New book records maritime calamities
Mutiny, murder and cannibalism are just a few of the cheery topics in Graham Faiella’s new non-fiction book, Ate the Dog Yesterday.
The Bermudian author extensively researched all manner of maritime dramas for his latest release, delving deep into the archives of Lloyd’s List shipping journal and the Lloyd’s Register directory.
Although sailing today may conjure images of the Royal Bermuda Yacht Club and the America’s Cup, historically the ocean proved a far more perilous place for seafarers.
“Life at sea was hard, often fatal. It was fraught with dangers,” said Mr Faiella, speaking to The Royal Gazette from his home in Wimbledon, Great Britain.
The Somerset-born writer began his investigation in 2007, intending to pen a book about the two wrecked ships at Black Bay, Southampton.
However, during his time sifting through microfilms at London’s Guildhall Library, Mr Faiella found himself distracted by the casualties recorded in Lloyd’s List.
“Some of them were just so dramatic,” he said.
“Collisions between ships, collisions with icebergs, men being washed overboard in storms.
“I began transcribing anything that had drama about it.
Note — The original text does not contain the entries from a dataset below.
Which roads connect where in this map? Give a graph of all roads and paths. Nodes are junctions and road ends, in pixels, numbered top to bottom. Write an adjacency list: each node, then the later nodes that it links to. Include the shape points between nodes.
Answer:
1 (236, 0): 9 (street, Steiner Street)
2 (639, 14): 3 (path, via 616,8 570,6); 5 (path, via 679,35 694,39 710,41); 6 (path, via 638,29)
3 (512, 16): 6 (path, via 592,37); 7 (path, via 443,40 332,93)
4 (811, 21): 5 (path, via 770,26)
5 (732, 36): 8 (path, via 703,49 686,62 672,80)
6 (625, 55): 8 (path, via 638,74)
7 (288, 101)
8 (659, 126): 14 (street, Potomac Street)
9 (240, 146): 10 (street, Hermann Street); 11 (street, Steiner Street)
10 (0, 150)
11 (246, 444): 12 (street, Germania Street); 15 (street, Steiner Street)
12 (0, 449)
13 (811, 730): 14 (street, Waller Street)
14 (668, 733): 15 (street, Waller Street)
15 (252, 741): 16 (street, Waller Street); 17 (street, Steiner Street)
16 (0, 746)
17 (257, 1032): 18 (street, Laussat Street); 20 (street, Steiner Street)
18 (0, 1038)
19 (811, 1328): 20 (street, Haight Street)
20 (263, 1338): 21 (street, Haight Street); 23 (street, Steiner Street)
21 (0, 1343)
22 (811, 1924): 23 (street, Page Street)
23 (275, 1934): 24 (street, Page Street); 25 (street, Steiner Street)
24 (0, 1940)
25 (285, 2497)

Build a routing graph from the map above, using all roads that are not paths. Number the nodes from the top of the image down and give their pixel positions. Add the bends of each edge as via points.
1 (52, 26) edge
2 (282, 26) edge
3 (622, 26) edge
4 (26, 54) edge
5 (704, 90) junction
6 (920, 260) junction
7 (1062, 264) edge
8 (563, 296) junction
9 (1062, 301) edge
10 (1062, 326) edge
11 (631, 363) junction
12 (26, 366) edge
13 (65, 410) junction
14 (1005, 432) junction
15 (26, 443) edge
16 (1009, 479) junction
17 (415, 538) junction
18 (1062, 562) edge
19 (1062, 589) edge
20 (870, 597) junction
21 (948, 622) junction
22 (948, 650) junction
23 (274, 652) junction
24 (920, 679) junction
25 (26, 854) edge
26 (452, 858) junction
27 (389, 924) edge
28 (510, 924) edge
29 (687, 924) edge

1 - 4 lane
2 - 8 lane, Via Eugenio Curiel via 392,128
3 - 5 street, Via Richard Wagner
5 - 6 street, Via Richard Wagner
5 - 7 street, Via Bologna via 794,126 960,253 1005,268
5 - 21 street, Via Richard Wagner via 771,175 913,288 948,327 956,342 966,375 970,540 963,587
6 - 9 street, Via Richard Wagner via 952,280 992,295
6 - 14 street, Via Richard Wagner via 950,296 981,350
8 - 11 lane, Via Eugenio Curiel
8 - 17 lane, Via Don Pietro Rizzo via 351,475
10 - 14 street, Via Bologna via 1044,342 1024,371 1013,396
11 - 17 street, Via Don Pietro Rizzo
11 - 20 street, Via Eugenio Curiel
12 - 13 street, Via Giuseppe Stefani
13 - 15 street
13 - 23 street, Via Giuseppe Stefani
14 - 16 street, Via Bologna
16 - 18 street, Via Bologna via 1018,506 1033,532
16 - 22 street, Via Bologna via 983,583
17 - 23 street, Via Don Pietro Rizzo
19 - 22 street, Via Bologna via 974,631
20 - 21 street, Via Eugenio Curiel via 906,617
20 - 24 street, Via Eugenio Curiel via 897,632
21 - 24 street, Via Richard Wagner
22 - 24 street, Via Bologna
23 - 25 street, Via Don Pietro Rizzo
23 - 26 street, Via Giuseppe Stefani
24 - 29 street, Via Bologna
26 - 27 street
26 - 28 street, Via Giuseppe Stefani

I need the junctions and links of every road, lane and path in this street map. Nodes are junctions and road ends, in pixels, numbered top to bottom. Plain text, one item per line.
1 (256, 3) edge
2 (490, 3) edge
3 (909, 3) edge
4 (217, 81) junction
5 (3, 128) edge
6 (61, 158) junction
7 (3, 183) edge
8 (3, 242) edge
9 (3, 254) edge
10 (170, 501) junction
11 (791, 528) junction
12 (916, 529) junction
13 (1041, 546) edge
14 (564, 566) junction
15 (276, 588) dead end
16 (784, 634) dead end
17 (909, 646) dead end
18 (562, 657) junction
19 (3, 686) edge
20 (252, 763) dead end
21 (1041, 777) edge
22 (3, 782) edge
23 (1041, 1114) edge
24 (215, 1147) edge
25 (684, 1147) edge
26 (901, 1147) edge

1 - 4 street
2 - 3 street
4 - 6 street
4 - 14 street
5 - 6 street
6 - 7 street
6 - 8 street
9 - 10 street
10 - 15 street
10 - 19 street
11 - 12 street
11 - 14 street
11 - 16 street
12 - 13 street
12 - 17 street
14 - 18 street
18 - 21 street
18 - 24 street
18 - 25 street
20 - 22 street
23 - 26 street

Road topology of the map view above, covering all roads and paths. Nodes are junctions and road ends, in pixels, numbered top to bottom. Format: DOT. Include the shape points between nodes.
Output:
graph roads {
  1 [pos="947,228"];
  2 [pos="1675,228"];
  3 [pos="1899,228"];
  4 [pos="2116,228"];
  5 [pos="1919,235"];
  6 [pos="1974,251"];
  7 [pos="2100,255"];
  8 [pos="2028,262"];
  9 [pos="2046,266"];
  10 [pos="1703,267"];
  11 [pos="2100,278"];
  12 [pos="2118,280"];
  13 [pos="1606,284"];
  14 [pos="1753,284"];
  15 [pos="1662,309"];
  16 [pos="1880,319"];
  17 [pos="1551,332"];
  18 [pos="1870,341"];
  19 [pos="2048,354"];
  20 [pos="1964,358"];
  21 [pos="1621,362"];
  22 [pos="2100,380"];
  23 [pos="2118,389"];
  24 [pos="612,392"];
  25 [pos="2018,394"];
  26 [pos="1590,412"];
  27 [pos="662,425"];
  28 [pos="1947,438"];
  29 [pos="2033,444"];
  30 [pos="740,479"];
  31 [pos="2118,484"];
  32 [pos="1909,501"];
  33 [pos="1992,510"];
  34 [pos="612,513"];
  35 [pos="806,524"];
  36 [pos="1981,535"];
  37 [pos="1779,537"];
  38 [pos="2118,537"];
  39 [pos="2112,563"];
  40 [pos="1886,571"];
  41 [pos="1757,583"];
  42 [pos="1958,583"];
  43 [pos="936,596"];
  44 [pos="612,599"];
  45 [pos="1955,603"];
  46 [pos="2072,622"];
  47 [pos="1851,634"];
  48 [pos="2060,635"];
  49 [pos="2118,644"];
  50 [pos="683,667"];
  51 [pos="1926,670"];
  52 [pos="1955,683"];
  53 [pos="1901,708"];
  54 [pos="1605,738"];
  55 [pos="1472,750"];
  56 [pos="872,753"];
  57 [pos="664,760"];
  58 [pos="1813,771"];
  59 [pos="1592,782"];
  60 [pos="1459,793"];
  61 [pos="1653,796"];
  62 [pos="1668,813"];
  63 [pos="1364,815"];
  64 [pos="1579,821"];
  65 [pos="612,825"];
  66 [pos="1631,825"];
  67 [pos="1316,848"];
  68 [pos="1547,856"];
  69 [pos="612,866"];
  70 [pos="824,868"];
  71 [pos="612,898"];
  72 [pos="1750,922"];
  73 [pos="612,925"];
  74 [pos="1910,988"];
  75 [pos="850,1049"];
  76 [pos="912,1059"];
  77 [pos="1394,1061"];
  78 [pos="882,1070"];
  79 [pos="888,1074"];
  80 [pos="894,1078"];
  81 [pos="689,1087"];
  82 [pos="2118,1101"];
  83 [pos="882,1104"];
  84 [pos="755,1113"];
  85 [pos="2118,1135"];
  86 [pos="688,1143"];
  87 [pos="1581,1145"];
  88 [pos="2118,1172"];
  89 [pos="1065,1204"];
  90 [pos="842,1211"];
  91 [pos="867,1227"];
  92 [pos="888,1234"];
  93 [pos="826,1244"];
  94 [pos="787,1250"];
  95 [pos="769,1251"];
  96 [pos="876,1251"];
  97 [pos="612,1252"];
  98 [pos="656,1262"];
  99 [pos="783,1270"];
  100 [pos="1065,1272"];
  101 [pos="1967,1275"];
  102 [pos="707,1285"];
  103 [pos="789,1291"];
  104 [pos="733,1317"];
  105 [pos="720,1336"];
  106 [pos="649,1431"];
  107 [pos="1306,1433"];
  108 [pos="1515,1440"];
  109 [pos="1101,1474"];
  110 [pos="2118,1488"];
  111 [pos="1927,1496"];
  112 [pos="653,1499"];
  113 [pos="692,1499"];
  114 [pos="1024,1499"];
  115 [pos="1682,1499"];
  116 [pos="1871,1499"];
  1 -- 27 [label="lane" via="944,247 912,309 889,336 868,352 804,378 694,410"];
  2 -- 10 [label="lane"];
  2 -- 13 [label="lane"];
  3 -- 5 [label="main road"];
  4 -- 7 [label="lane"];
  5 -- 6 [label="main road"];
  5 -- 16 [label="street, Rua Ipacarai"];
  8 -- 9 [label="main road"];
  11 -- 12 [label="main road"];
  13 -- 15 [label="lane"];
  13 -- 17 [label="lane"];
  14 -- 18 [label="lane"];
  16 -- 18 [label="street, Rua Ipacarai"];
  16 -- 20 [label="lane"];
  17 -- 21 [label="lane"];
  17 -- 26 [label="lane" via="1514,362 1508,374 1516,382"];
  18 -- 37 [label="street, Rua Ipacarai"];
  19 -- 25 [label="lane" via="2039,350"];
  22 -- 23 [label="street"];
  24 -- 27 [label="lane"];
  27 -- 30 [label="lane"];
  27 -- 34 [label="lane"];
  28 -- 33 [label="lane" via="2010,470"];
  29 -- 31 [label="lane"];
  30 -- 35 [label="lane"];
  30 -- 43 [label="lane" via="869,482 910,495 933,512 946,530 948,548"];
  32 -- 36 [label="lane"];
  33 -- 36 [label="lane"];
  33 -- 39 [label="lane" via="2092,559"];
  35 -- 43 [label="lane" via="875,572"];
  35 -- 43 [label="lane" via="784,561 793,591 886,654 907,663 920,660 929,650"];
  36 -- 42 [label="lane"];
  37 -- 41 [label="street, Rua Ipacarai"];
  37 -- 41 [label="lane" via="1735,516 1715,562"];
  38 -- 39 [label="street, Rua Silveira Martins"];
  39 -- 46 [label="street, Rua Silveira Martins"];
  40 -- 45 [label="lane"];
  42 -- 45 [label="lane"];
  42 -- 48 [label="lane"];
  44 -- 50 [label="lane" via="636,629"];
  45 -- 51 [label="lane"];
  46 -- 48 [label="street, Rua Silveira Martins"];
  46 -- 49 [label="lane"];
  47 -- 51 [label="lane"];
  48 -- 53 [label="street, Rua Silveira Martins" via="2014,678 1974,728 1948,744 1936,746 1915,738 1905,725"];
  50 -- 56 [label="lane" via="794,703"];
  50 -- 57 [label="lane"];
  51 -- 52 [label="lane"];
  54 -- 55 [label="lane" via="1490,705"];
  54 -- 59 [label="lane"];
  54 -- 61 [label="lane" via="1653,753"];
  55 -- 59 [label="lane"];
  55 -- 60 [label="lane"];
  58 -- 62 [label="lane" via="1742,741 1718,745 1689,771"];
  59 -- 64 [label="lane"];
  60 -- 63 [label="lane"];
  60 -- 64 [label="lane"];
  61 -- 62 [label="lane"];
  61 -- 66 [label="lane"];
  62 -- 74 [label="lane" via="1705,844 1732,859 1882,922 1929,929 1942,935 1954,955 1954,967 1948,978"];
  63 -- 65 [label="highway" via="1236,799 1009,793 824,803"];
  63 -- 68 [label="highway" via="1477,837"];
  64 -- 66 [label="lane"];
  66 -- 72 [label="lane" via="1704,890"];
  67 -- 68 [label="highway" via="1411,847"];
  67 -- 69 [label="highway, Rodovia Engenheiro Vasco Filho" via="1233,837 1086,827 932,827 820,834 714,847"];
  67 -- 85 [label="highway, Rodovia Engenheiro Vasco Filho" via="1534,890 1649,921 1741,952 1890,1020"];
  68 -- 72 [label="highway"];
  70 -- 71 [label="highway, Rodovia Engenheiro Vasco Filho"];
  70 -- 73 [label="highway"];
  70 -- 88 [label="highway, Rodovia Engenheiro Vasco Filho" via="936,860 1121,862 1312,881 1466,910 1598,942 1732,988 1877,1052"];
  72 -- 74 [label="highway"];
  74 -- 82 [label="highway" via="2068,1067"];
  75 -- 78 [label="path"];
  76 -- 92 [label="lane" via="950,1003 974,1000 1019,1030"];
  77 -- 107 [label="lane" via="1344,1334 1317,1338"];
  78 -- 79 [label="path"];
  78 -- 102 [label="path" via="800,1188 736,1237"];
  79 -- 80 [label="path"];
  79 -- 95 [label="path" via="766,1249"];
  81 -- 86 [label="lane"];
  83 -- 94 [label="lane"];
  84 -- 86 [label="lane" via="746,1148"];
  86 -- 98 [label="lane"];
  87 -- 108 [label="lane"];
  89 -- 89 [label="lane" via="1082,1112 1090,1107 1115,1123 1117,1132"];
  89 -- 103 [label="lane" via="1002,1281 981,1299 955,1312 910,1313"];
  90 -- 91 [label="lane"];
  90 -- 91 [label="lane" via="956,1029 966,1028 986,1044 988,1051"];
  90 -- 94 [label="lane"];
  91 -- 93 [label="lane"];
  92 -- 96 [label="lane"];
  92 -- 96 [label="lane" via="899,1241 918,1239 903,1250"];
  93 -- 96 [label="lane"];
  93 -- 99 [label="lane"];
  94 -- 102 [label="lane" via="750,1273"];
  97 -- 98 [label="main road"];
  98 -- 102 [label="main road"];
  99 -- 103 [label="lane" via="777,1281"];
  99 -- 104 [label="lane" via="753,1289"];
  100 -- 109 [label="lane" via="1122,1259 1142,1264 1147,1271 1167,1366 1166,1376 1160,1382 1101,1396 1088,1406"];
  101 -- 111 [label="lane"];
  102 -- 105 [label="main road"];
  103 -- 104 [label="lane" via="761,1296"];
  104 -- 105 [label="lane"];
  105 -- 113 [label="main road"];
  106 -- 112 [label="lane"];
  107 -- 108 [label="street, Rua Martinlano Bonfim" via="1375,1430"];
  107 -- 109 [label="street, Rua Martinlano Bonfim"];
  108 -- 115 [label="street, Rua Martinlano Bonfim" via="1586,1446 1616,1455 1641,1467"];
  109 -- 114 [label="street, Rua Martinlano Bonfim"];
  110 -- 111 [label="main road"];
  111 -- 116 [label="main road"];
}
If it didn’t have at least three or four corpses, I wasn’t interested.”
To narrow down his research, the 64-year-old picked a timeframe from 1869 to 1906 — a nod to the lifetime of the Black Bay boats.
One chapter of the book concerns messages in bottles which had washed ashore and been reported in Lloyd’s List.
“The vast majority were from sailors writing their last words, as the ship was sinking,” said Mr Faiella. “Some were absolutely pitiable and some were really plaintive.”
The book’s quirky title is taken from one of these messages.
It was written by a castaway sailor travelling from Liverpool to Jamaica in 1873, whose vessel hit “a reef of rocks about 1,000 miles from land”.
Found on the coast of the Gulf of Mexico two years later, the bottle message began with the words “Ate the dog yesterday ...” and concluded “God save us!”
“This book is really about what happens to seamen when peril strikes in a most dramatic way,” said Mr Faiella.
“Sailing was like the coal industry of the day. People, by and large, didn’t choose to do it for the adventure.
“A lot of seamen were the down-and-outs, the lowest of the low, and they were desperate to earn a living.”
This is not Mr Faiella’s first book about the ocean, having previously written works including Moby Dick and the Whaling Industry of the Nineteenth Century and Fishing in Bermuda.
Asked what fascinates him about the subject, he replied: “There are an infinity of answers.
“The sea is a place where the laws and social norms of humanity are challenged.
“It’s primitive and isolated, and there’s always the possibility of danger.”